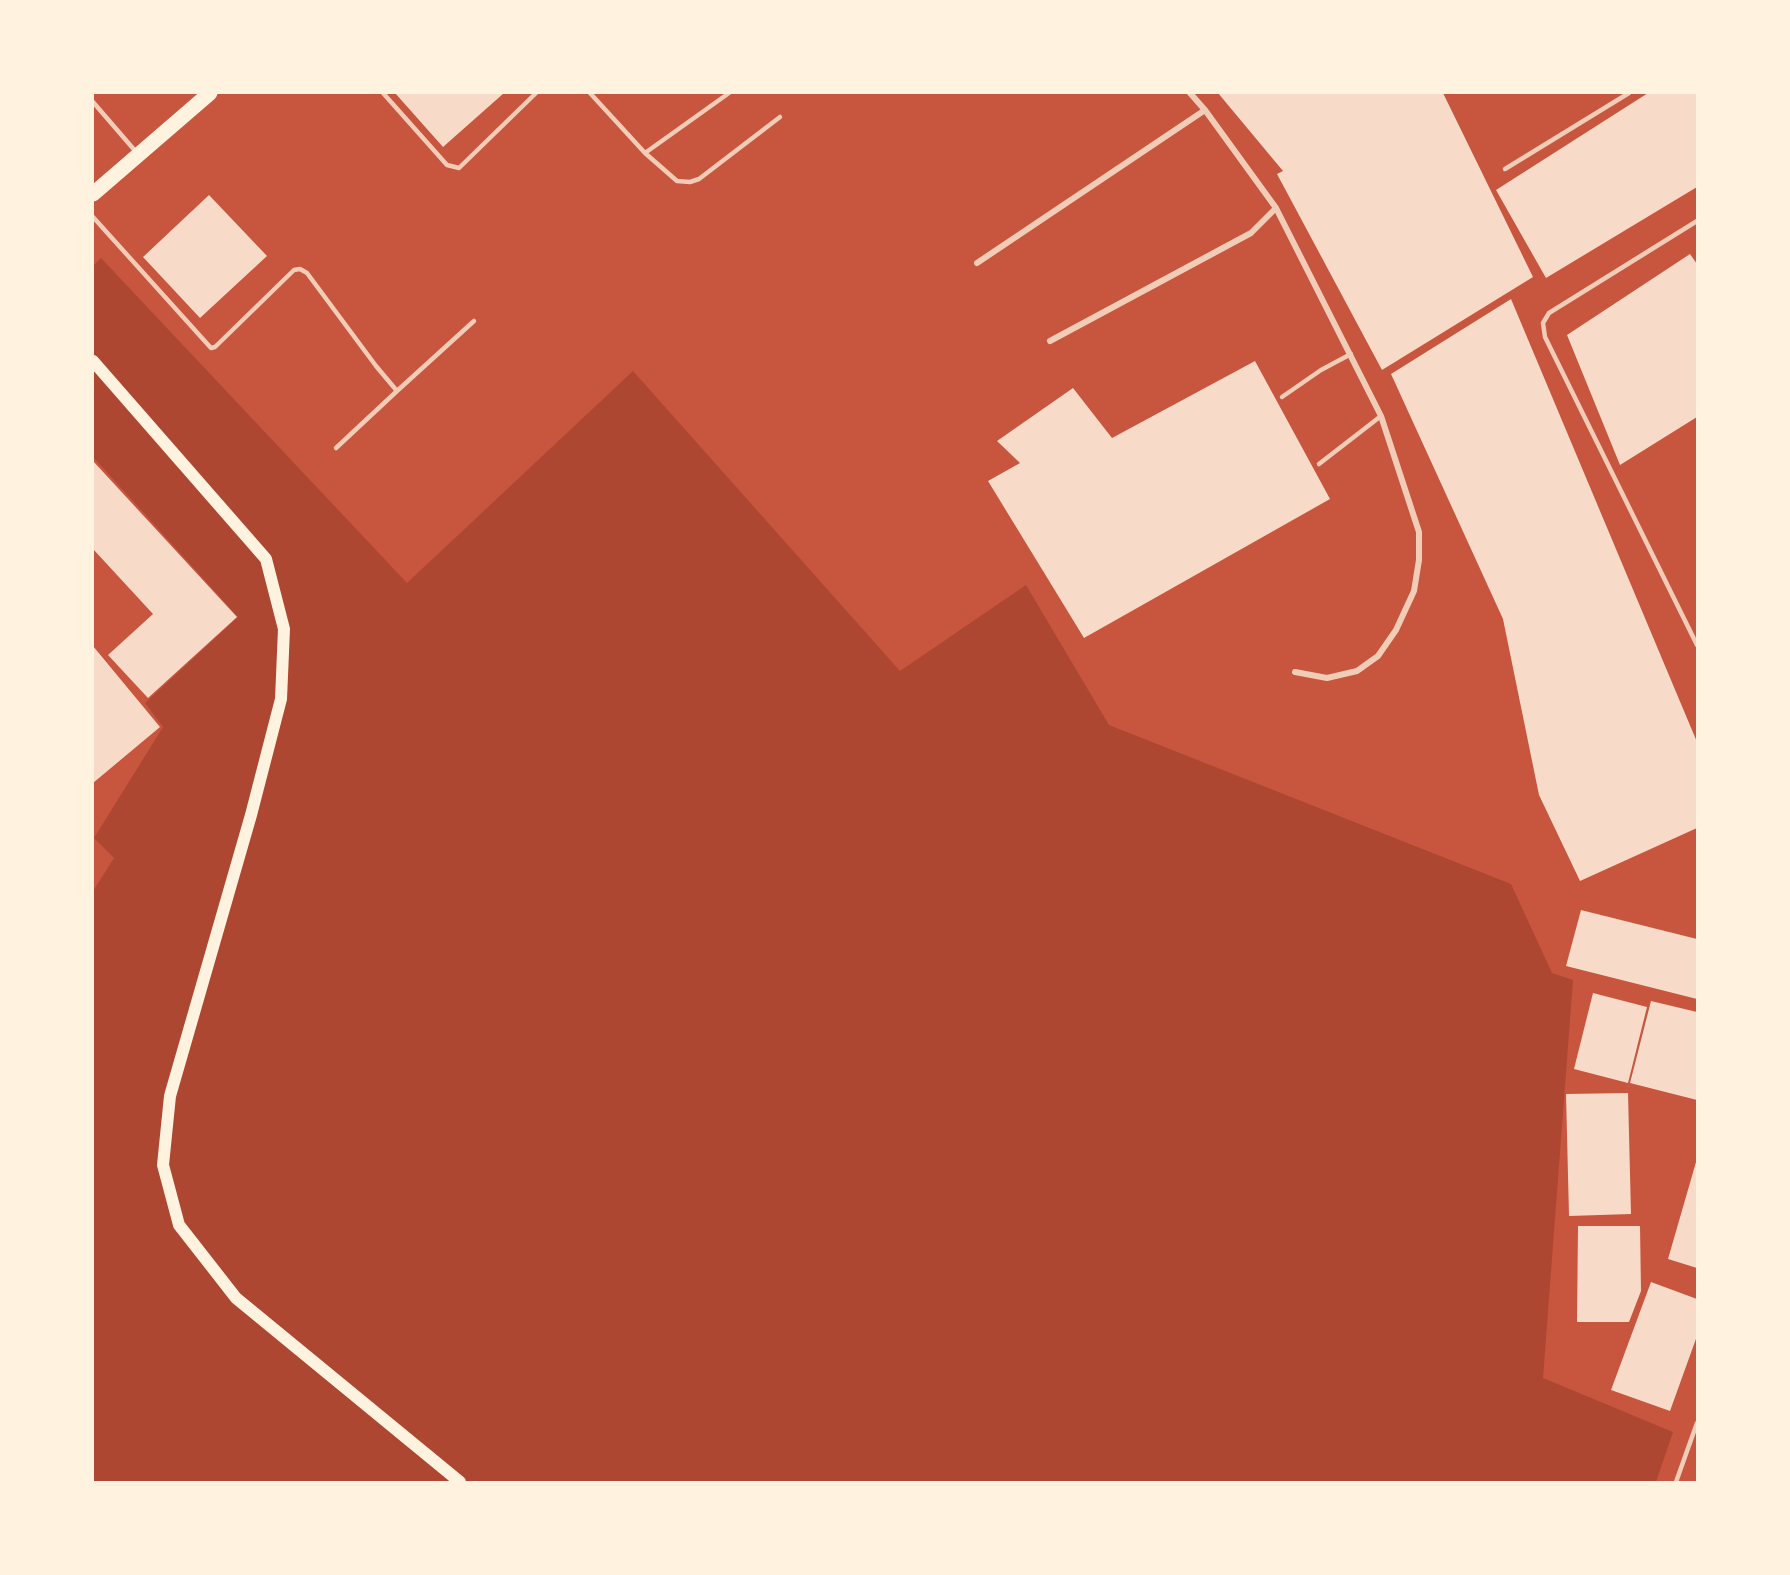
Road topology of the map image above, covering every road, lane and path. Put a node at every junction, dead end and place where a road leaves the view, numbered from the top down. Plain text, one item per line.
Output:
1 (210, 93) edge
2 (383, 93) edge
3 (537, 93) edge
4 (590, 93) edge
5 (729, 93) edge
6 (1190, 93) edge
7 (1629, 93) edge
8 (93, 102) edge
9 (1205, 110) junction
10 (780, 117) dead end
11 (645, 153) junction
12 (138, 155) junction
13 (1505, 169) dead end
14 (93, 194) edge
15 (1276, 208) junction
16 (93, 216) edge
17 (1697, 221) edge
18 (977, 263) dead end
19 (474, 321) dead end
20 (1050, 341) dead end
21 (1351, 354) junction
22 (93, 361) edge
23 (397, 391) junction
24 (1282, 397) dead end
25 (1381, 416) junction
26 (336, 447) dead end
27 (1319, 464) dead end
28 (1697, 645) edge
29 (1294, 672) dead end
30 (1697, 1424) edge
31 (460, 1482) edge
32 (1676, 1482) edge

1 - 12 main road
2 - 3 lane
4 - 11 lane
5 - 11 lane
6 - 9 street
7 - 13 lane
8 - 12 lane
9 - 15 street
9 - 18 street
10 - 11 lane
12 - 14 main road
15 - 20 street
15 - 21 street
16 - 23 lane
17 - 28 lane
19 - 23 lane
21 - 24 lane
21 - 25 street
22 - 31 main road
23 - 26 lane
25 - 27 lane
25 - 29 street
30 - 32 lane

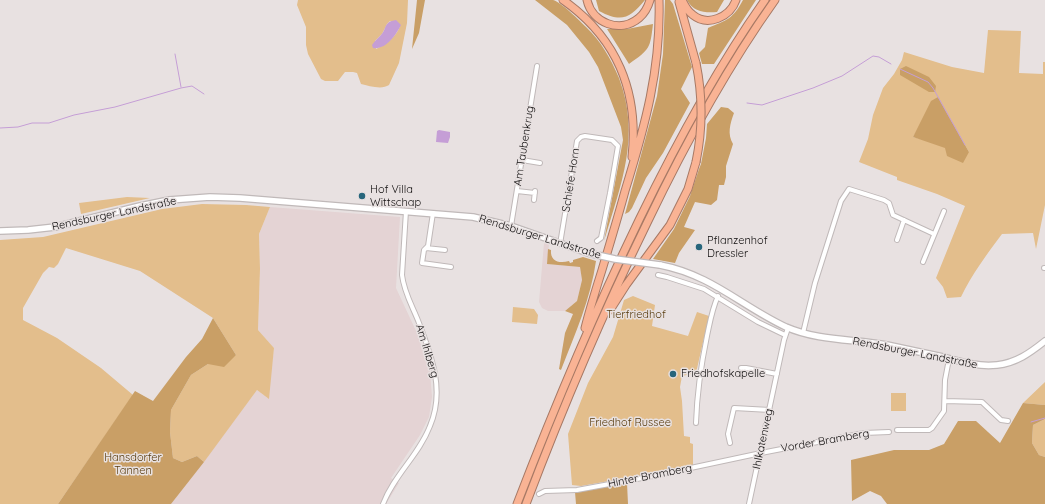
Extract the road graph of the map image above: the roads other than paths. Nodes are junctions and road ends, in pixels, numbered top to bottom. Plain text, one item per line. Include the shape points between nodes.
1 (563, 0) edge
2 (587, 0) edge
3 (650, 0) edge
4 (659, 0) edge
5 (679, 0) edge
6 (682, 0) edge
7 (736, 0) edge
8 (765, 0) edge
9 (775, 0) edge
10 (537, 66) dead end
11 (522, 160) junction
12 (540, 163) dead end
13 (631, 173) junction
14 (517, 191) junction
15 (534, 200) dead end
16 (408, 211) junction
17 (944, 211) dead end
18 (433, 213) junction
19 (904, 220) junction
20 (511, 226) junction
21 (0, 231) edge
22 (934, 234) junction
23 (897, 240) dead end
24 (597, 241) dead end
25 (560, 244) junction
26 (426, 248) junction
27 (445, 250) dead end
28 (923, 262) dead end
29 (451, 267) dead end
30 (658, 275) dead end
31 (718, 296) junction
32 (788, 328) junction
33 (804, 333) junction
34 (786, 335) junction
35 (1045, 341) edge
36 (581, 345) junction
37 (588, 348) junction
38 (949, 359) junction
39 (741, 368) dead end
40 (777, 374) junction
41 (945, 401) junction
42 (770, 410) junction
43 (1008, 421) dead end
44 (696, 423) dead end
45 (897, 430) dead end
46 (889, 432) dead end
47 (730, 443) dead end
48 (761, 453) junction
49 (539, 494) dead end
50 (383, 504) edge
51 (518, 504) edge
52 (526, 504) edge
53 (749, 504) edge

1 - 13 highway via 588,21 610,50 622,73 630,96 634,122
2 - 3 highway via 590,8 600,19 617,26 639,18
4 - 13 highway via 655,75
5 - 37 highway, bridge via 700,80 701,135 696,162 688,189 670,225 620,293
6 - 7 highway via 692,15 710,20 725,15
8 - 36 highway via 718,72 685,130 632,234
9 - 37 highway via 735,59 692,133 633,250
10 - 11 street, Am Taubenkrug
11 - 12 street
11 - 14 street, Am Taubenkrug
13 - 36 highway
14 - 15 street via 535,192
14 - 20 street, Am Taubenkrug
16 - 18 street, Rendsburger Landstraße
16 - 21 street, Rendsburger Landstraße via 240,198 199,198 140,206 55,227
16 - 50 street, Am Ihlberg via 403,284 433,364 437,399 430,427 388,490
17 - 22 street
18 - 20 street, Rendsburger Landstraße via 474,216
18 - 26 street
19 - 22 street
19 - 23 street
19 - 33 street via 893,215 889,203 884,200 849,189 841,201 815,283
20 - 25 street, Rendsburger Landstraße
22 - 28 street
24 - 25 street, Schiefe Horn via 601,238 618,146 612,140 585,136 577,141
25 - 32 street, Rendsburger Landstraße, bridge via 588,254 684,271 724,290 760,314
26 - 27 street
26 - 29 street via 422,263
30 - 31 street
31 - 34 street via 758,322
31 - 44 street via 712,310 701,363
32 - 33 street, Rendsburger Landstraße
32 - 34 street, Ihlkatenweg
33 - 38 street, Rendsburger Landstraße via 888,345
34 - 40 street, Ihlkatenweg
35 - 38 street, Rendsburger Landstraße via 1020,359 1003,364 975,365
36 - 51 highway
37 - 52 highway
38 - 41 street via 944,380
39 - 40 street
40 - 42 street, Ihlkatenweg
41 - 43 street via 982,402 1001,420
41 - 45 street via 944,410 931,429
42 - 47 street via 734,408 728,434
42 - 48 street, Ihlkatenweg
46 - 48 street, Vorder Bramberg via 864,433
48 - 49 street, Hinter Bramberg via 653,476 577,490 545,491
48 - 53 street, Ihlkatenweg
----
PROBLEM DETAILS:
Return the listing verbatim; pictures are not part of the copy.

TASK OUTPUT:
Road topology of the map image above, covering every road, lane and path. Put a node at every junction, dead end and place where a road leaves the view, numbered from the top down. Plain text, one item per line.
Output:
1 (210, 93) edge
2 (383, 93) edge
3 (537, 93) edge
4 (590, 93) edge
5 (729, 93) edge
6 (1190, 93) edge
7 (1629, 93) edge
8 (93, 102) edge
9 (1205, 110) junction
10 (780, 117) dead end
11 (645, 153) junction
12 (138, 155) junction
13 (1505, 169) dead end
14 (93, 194) edge
15 (1276, 208) junction
16 (93, 216) edge
17 (1697, 221) edge
18 (977, 263) dead end
19 (474, 321) dead end
20 (1050, 341) dead end
21 (1351, 354) junction
22 (93, 361) edge
23 (397, 391) junction
24 (1282, 397) dead end
25 (1381, 416) junction
26 (336, 447) dead end
27 (1319, 464) dead end
28 (1697, 645) edge
29 (1294, 672) dead end
30 (1697, 1424) edge
31 (460, 1482) edge
32 (1676, 1482) edge

1 - 12 main road
2 - 3 lane
4 - 11 lane
5 - 11 lane
6 - 9 street
7 - 13 lane
8 - 12 lane
9 - 15 street
9 - 18 street
10 - 11 lane
12 - 14 main road
15 - 20 street
15 - 21 street
16 - 23 lane
17 - 28 lane
19 - 23 lane
21 - 24 lane
21 - 25 street
22 - 31 main road
23 - 26 lane
25 - 27 lane
25 - 29 street
30 - 32 lane

Extract the road graph of the map image above: the roads other than paths. Nodes are junctions and road ends, in pixels, numbered top to bottom. Plain text, one item per line. Include the shape points between nodes.
1 (563, 0) edge
2 (587, 0) edge
3 (650, 0) edge
4 (659, 0) edge
5 (679, 0) edge
6 (682, 0) edge
7 (736, 0) edge
8 (765, 0) edge
9 (775, 0) edge
10 (537, 66) dead end
11 (522, 160) junction
12 (540, 163) dead end
13 (631, 173) junction
14 (517, 191) junction
15 (534, 200) dead end
16 (408, 211) junction
17 (944, 211) dead end
18 (433, 213) junction
19 (904, 220) junction
20 (511, 226) junction
21 (0, 231) edge
22 (934, 234) junction
23 (897, 240) dead end
24 (597, 241) dead end
25 (560, 244) junction
26 (426, 248) junction
27 (445, 250) dead end
28 (923, 262) dead end
29 (451, 267) dead end
30 (658, 275) dead end
31 (718, 296) junction
32 (788, 328) junction
33 (804, 333) junction
34 (786, 335) junction
35 (1045, 341) edge
36 (581, 345) junction
37 (588, 348) junction
38 (949, 359) junction
39 (741, 368) dead end
40 (777, 374) junction
41 (945, 401) junction
42 (770, 410) junction
43 (1008, 421) dead end
44 (696, 423) dead end
45 (897, 430) dead end
46 (889, 432) dead end
47 (730, 443) dead end
48 (761, 453) junction
49 (539, 494) dead end
50 (383, 504) edge
51 (518, 504) edge
52 (526, 504) edge
53 (749, 504) edge

1 - 13 highway via 588,21 610,50 622,73 630,96 634,122
2 - 3 highway via 590,8 600,19 617,26 639,18
4 - 13 highway via 655,75
5 - 37 highway, bridge via 700,80 701,135 696,162 688,189 670,225 620,293
6 - 7 highway via 692,15 710,20 725,15
8 - 36 highway via 718,72 685,130 632,234
9 - 37 highway via 735,59 692,133 633,250
10 - 11 street, Am Taubenkrug
11 - 12 street
11 - 14 street, Am Taubenkrug
13 - 36 highway
14 - 15 street via 535,192
14 - 20 street, Am Taubenkrug
16 - 18 street, Rendsburger Landstraße
16 - 21 street, Rendsburger Landstraße via 240,198 199,198 140,206 55,227
16 - 50 street, Am Ihlberg via 403,284 433,364 437,399 430,427 388,490
17 - 22 street
18 - 20 street, Rendsburger Landstraße via 474,216
18 - 26 street
19 - 22 street
19 - 23 street
19 - 33 street via 893,215 889,203 884,200 849,189 841,201 815,283
20 - 25 street, Rendsburger Landstraße
22 - 28 street
24 - 25 street, Schiefe Horn via 601,238 618,146 612,140 585,136 577,141
25 - 32 street, Rendsburger Landstraße, bridge via 588,254 684,271 724,290 760,314
26 - 27 street
26 - 29 street via 422,263
30 - 31 street
31 - 34 street via 758,322
31 - 44 street via 712,310 701,363
32 - 33 street, Rendsburger Landstraße
32 - 34 street, Ihlkatenweg
33 - 38 street, Rendsburger Landstraße via 888,345
34 - 40 street, Ihlkatenweg
35 - 38 street, Rendsburger Landstraße via 1020,359 1003,364 975,365
36 - 51 highway
37 - 52 highway
38 - 41 street via 944,380
39 - 40 street
40 - 42 street, Ihlkatenweg
41 - 43 street via 982,402 1001,420
41 - 45 street via 944,410 931,429
42 - 47 street via 734,408 728,434
42 - 48 street, Ihlkatenweg
46 - 48 street, Vorder Bramberg via 864,433
48 - 49 street, Hinter Bramberg via 653,476 577,490 545,491
48 - 53 street, Ihlkatenweg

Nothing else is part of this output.